How to Prove Your ISP Is Throttling You (Not Just Congesting Your Network)

Your ISP can legally slow down your Netflix, YouTube, or gaming traffic without telling you. And as of 2025, in the United States, there is no federal rule stopping them — net neutrality protections have been repealed, restored, and struck down again, leaving consumers with almost no regulatory recourse. Suspecting your ISP is throttling you is one thing. Proving it is another entirely. This guide walks you through a methodical, evidence-based 3-step approach so you can move from "something feels wrong" to a documented paper trail you can actually use. Start with the speed test on whatsmy.fyi to establish your baseline, then follow the steps below.

What Is ISP Throttling?

Bandwidth throttling is the intentional slowing of internet traffic by your Internet Service Provider. The key word is "intentional" — this is not a side effect of a busy network. It is a deliberate policy decision made at the ISP level, applied selectively to specific types of traffic or specific services.

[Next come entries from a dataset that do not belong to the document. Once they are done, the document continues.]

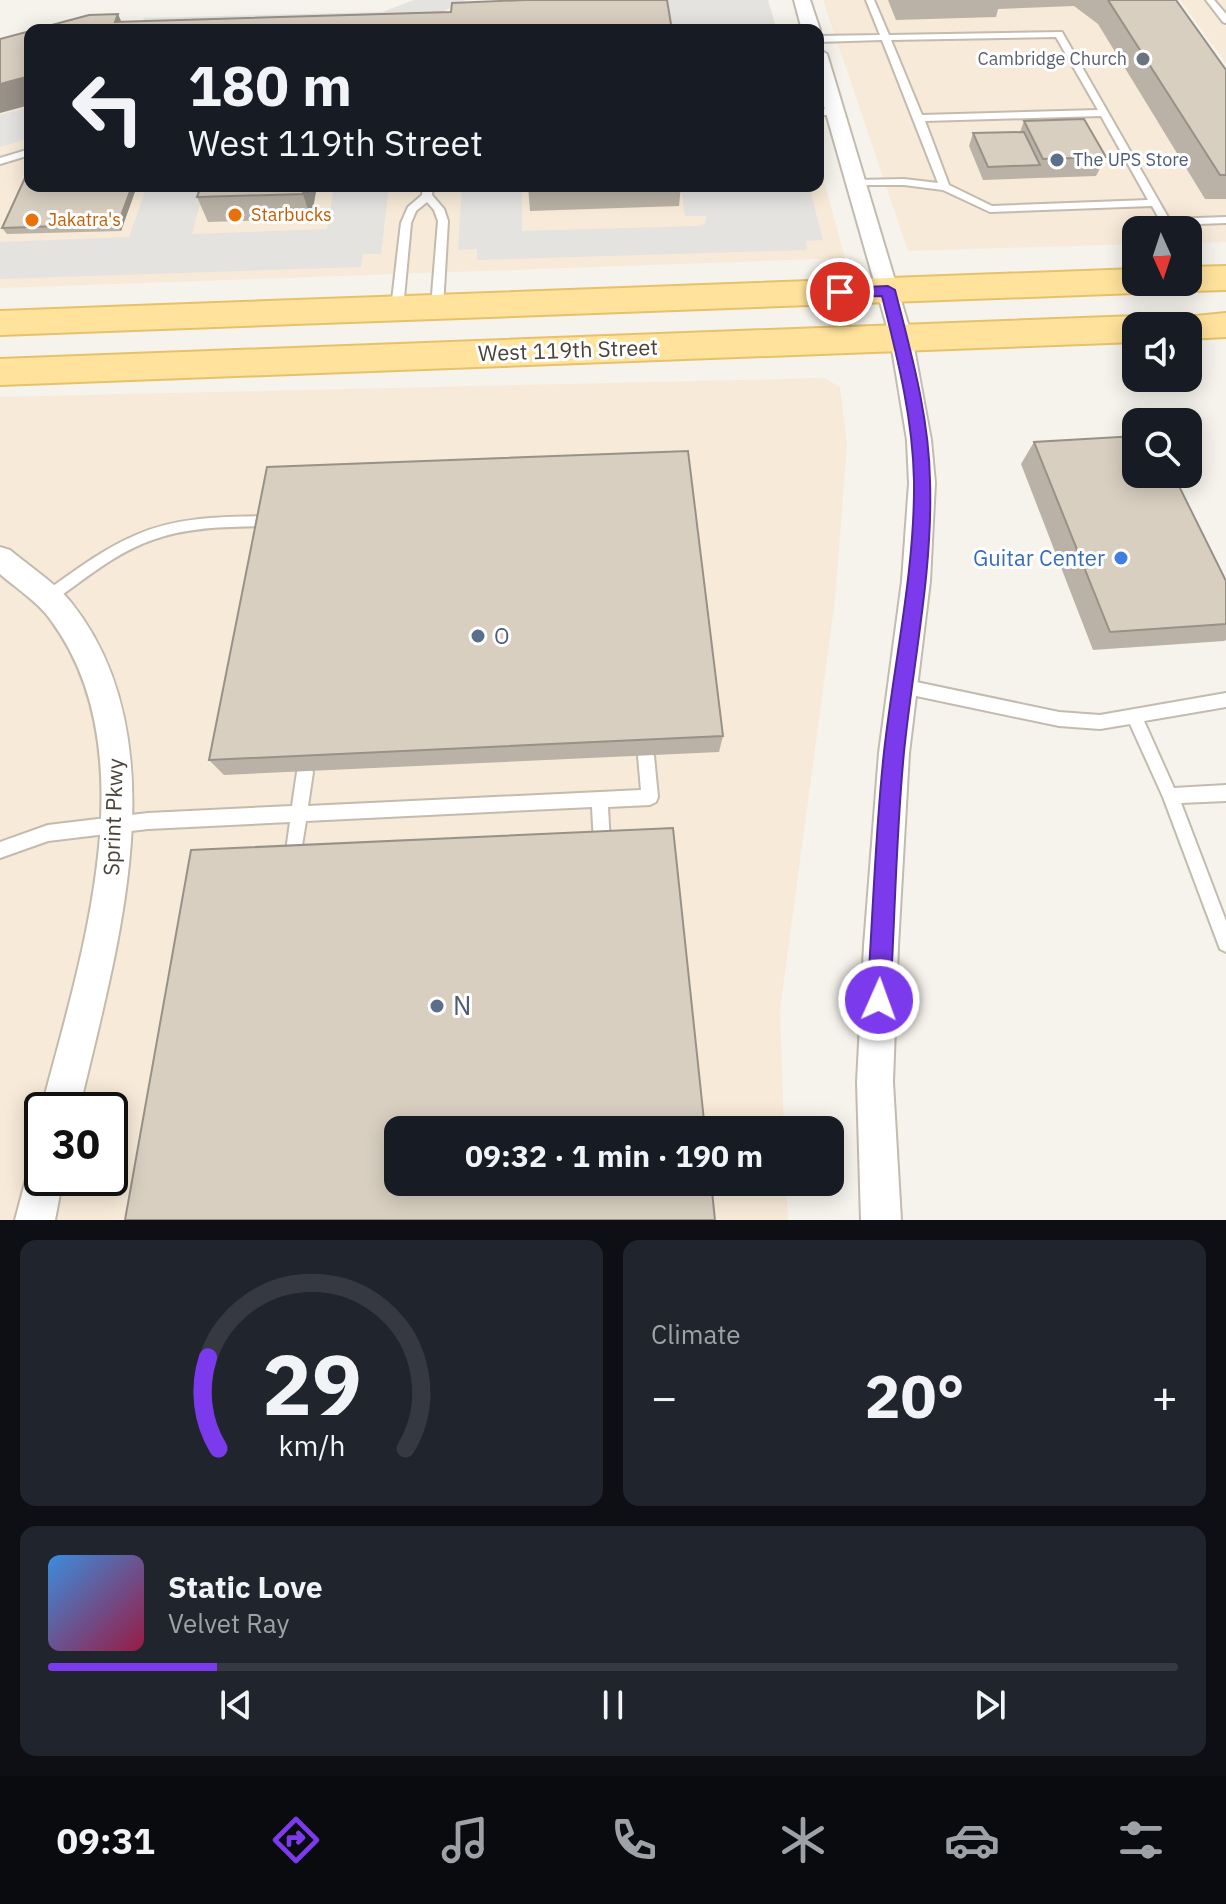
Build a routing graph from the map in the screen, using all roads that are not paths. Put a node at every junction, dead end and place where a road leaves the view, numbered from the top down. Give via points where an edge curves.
1 (802, 0) edge
2 (870, 0) edge
3 (1210, 0) edge
4 (1226, 20) edge
5 (809, 24) edge
6 (885, 37) junction
7 (824, 39) edge
8 (826, 112) edge
9 (1104, 113) junction
10 (919, 118) junction
11 (24, 154) edge
12 (0, 161) edge
13 (856, 183) junction
14 (945, 187) junction
15 (427, 192) edge
16 (429, 192) edge
17 (1156, 203) junction
18 (1162, 216) edge
19 (1226, 220) edge
20 (1202, 222) edge
21 (1122, 282) edge
22 (888, 290) junction
23 (437, 307) junction
24 (397, 309) junction
25 (0, 323) edge
26 (1226, 325) edge
27 (1202, 326) edge
28 (1122, 329) edge
29 (901, 337) junction
30 (0, 372) edge
31 (272, 521) edge
32 (0, 558) edge
33 (50, 596) junction
34 (902, 686) junction
35 (1226, 700) edge
36 (1135, 718) junction
37 (646, 756) edge
38 (305, 772) edge
39 (1226, 793) edge
40 (1170, 796) junction
41 (600, 800) junction
42 (300, 813) junction
43 (116, 823) junction
44 (602, 844) edge
45 (0, 850) edge
46 (293, 858) edge
47 (1226, 943) edge
48 (64, 1092) edge
49 (40, 1196) edge
50 (35, 1220) edge
51 (881, 1220) edge

1 - 5 street
2 - 6 lane
3 - 4 lane
6 - 7 lane
6 - 9 lane via 1059,34
6 - 10 lane
8 - 13 street
9 - 10 lane
9 - 17 lane
10 - 14 lane
11 - 12 lane
13 - 14 lane
13 - 22 street
14 - 17 lane via 990,209
15 - 24 lane via 406,223
16 - 23 lane via 443,221
17 - 18 lane
19 - 20 lane
21 - 22 main road
22 - 23 main road
22 - 29 street
23 - 24 main road
24 - 25 main road
26 - 27 main road
28 - 29 main road, West 119th Street
29 - 30 main road, West 119th Street
29 - 34 street via 922,483
31 - 33 lane via 190,525 154,533 120,548
32 - 33 street, Sprint Pkwy
33 - 43 street, Sprint Pkwy via 83,644 104,694 118,771
34 - 36 lane via 1059,719
34 - 51 street via 888,828 875,1082
35 - 36 lane
36 - 40 lane
37 - 41 lane via 650,797
38 - 42 lane
39 - 40 lane
40 - 47 lane
41 - 42 lane
41 - 44 lane
42 - 43 lane
42 - 46 lane
43 - 45 lane via 48,833
43 - 48 street, Sprint Pkwy via 110,896
49 - 50 street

The technology that makes targeted throttling possible is Deep Packet Inspection (DPI). Think of ordinary packet routing like a postal system that reads only the address on the envelope to decide where to send it. DPI is like opening the envelope and reading the contents. ISP-level DPI gear sits in the network path between your home and the rest of the internet, inspecting each packet to identify what application or service it belongs to — Netflix, YouTube, BitTorrent, a gaming server, a video call — and then applying different handling rules depending on what it finds.

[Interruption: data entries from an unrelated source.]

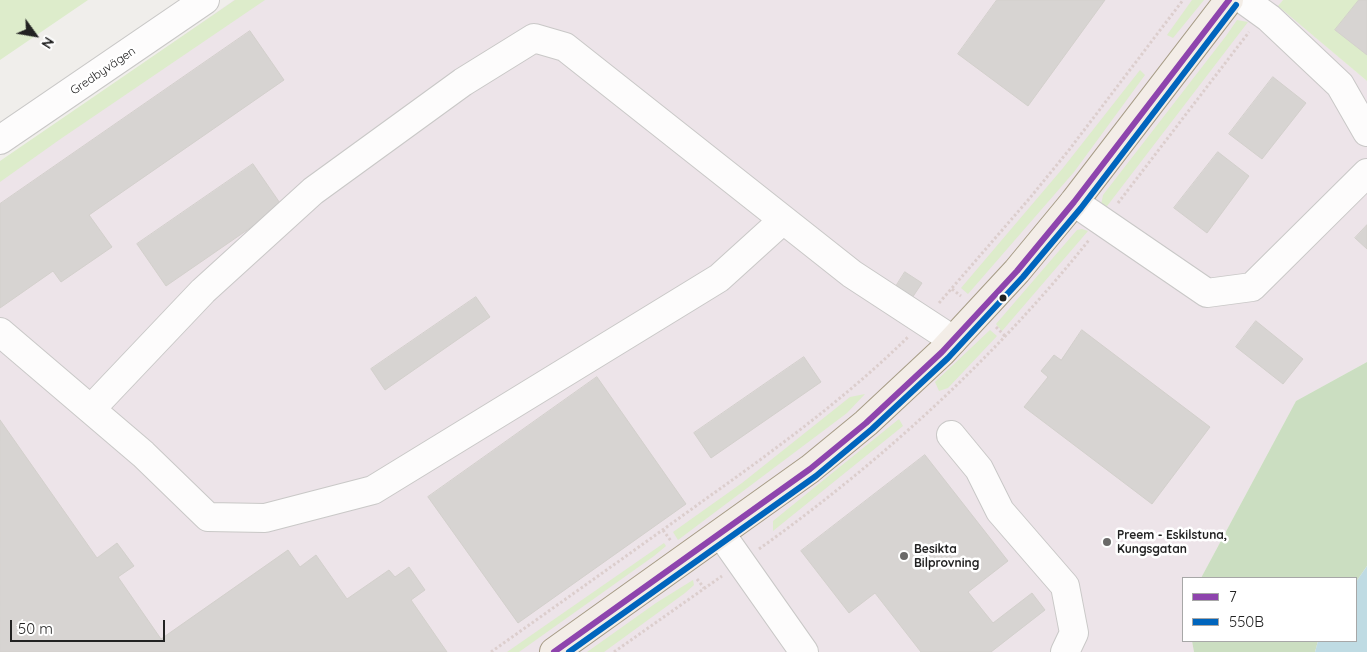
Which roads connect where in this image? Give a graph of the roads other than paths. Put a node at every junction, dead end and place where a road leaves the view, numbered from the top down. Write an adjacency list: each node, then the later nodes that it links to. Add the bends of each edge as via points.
1 (205, 0): 5 (street, Gredbyvägen)
2 (1229, 0): 7 (main road)
3 (1244, 0): 4 (street, via 1269,18 1340,85)
4 (1367, 132)
5 (0, 140)
6 (1367, 173): 7 (street, via 1252,287 1207,293)
7 (1074, 202): 10 (main road, via 1017,271)
8 (783, 220): 10 (street, via 852,274); 11 (street, via 719,278 373,490 265,518 208,517); 11 (street, via 565,47 534,38 464,82 313,192 203,291)
9 (0, 332): 11 (street)
10 (953, 340): 13 (main road, via 866,423 810,469)
11 (92, 409)
12 (951, 435): 16 (street, via 980,469 1000,511 1065,586 1074,633)
13 (720, 534): 14 (main road); 15 (street)
14 (554, 652)
15 (804, 652)
16 (1064, 652)

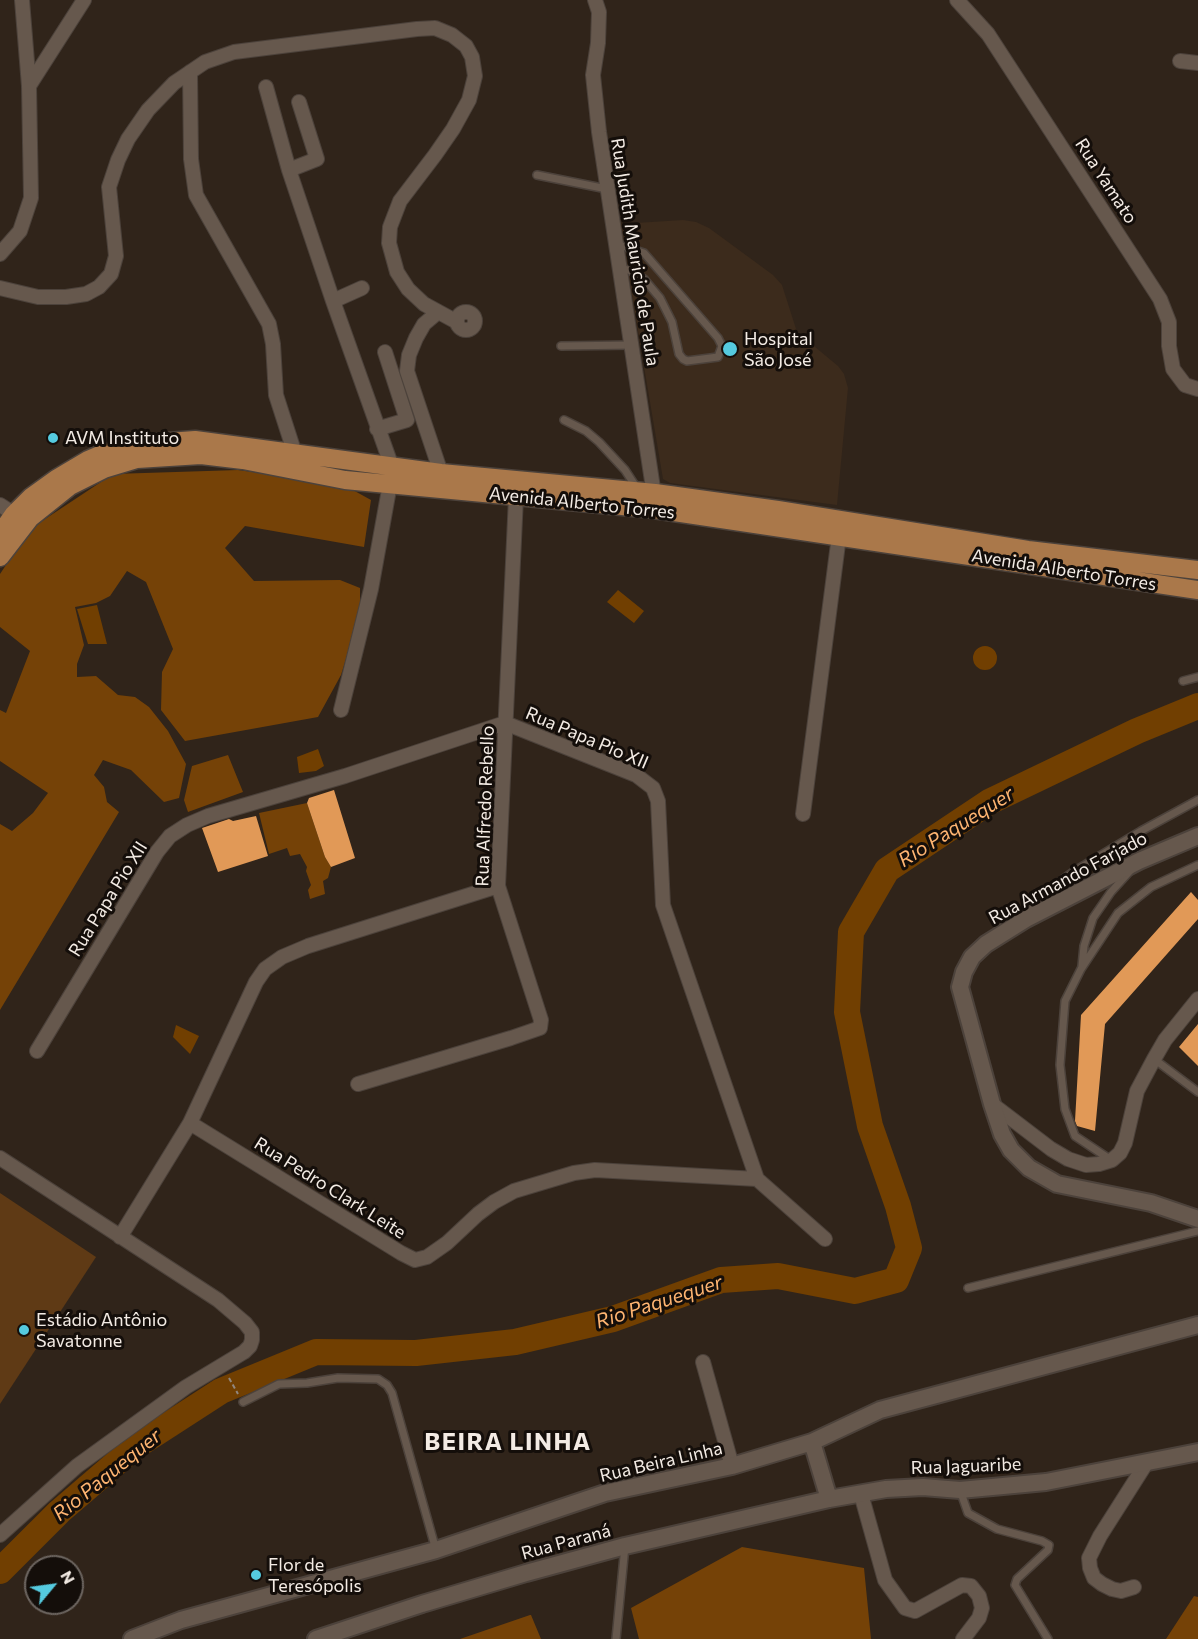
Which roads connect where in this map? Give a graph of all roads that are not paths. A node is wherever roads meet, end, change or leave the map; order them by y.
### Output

This is not theoretical. Commercial DPI hardware is sold specifically to telecoms for "traffic management" purposes, a term the industry prefers to the more accurate "selective speed reduction." A DPI-equipped ISP can identify a Netflix stream by its TLS certificate fingerprint, the IP ranges it connects to, or the pattern of packets even when the content itself is encrypted. Once identified, that traffic class can be rate-limited to a fraction of the bandwidth your plan nominally provides.

Throttling vs Network Congestion: The Key Differentiator

Most people conflate these two things, and ISPs are not in a hurry to clarify the distinction. They are genuinely different problems with different causes, different patterns, and different remedies. Getting this wrong means spending a week chasing a problem that does not exist — or missing a real one.

Congestion is a shared infrastructure problem. When too many people in your neighbourhood are using the network simultaneously, the available capacity is divided between them. Congestion:

• Affects all traffic types equally — Netflix and email slow down together
• Follows predictable time-of-day patterns (evenings on weekdays, weekend afternoons)
• Affects your entire neighbourhood — your neighbours on the same ISP will notice it too
• Varies day to day depending on how many people are home
• Disappears at off-peak hours like late night or early morning

Throttling is a policy decision applied to your specific traffic class. Throttling:

• Affects specific services while others run fine on the same connection
• Is consistent regardless of time of day — the same service is slow at 2am and 8pm
• Does not depend on neighbourhood load — you may experience it when your neighbours do not
• Is reproducible across multiple days and weeks
• Often does not appear on ISP-hosted speed tests, because those tests are sometimes exempt from throttling

Here is the most practical test: if Netflix is buffering on a Tuesday at 11pm but your ISP's own speed test is showing your full advertised speed at the same moment — that discrepancy is almost certainly throttling, not congestion. A genuinely congested network would slow the speed test too. The fact that the ISP's own test runs fast while a third-party streaming service runs slow points directly at selective treatment of specific traffic types.

Real Cases: When ISPs Were Caught

Before you assume this is theoretical, here are three documented cases where ISPs were caught doing exactly this — and where the evidence was assembled through the same methods this guide describes.

AT&T and FaceTime (2012). AT&T restricted FaceTime over cellular data to customers who had unlimited data plans, blocking it entirely for customers on tiered plans unless they upgraded. This was not disclosed at the point of sale and was not network management — it was a business decision to push customers toward more expensive plans. The FCC received complaints and AT&T eventually reversed the restriction after public pressure, but the episode was an early documented example of an ISP blocking a competing communication service.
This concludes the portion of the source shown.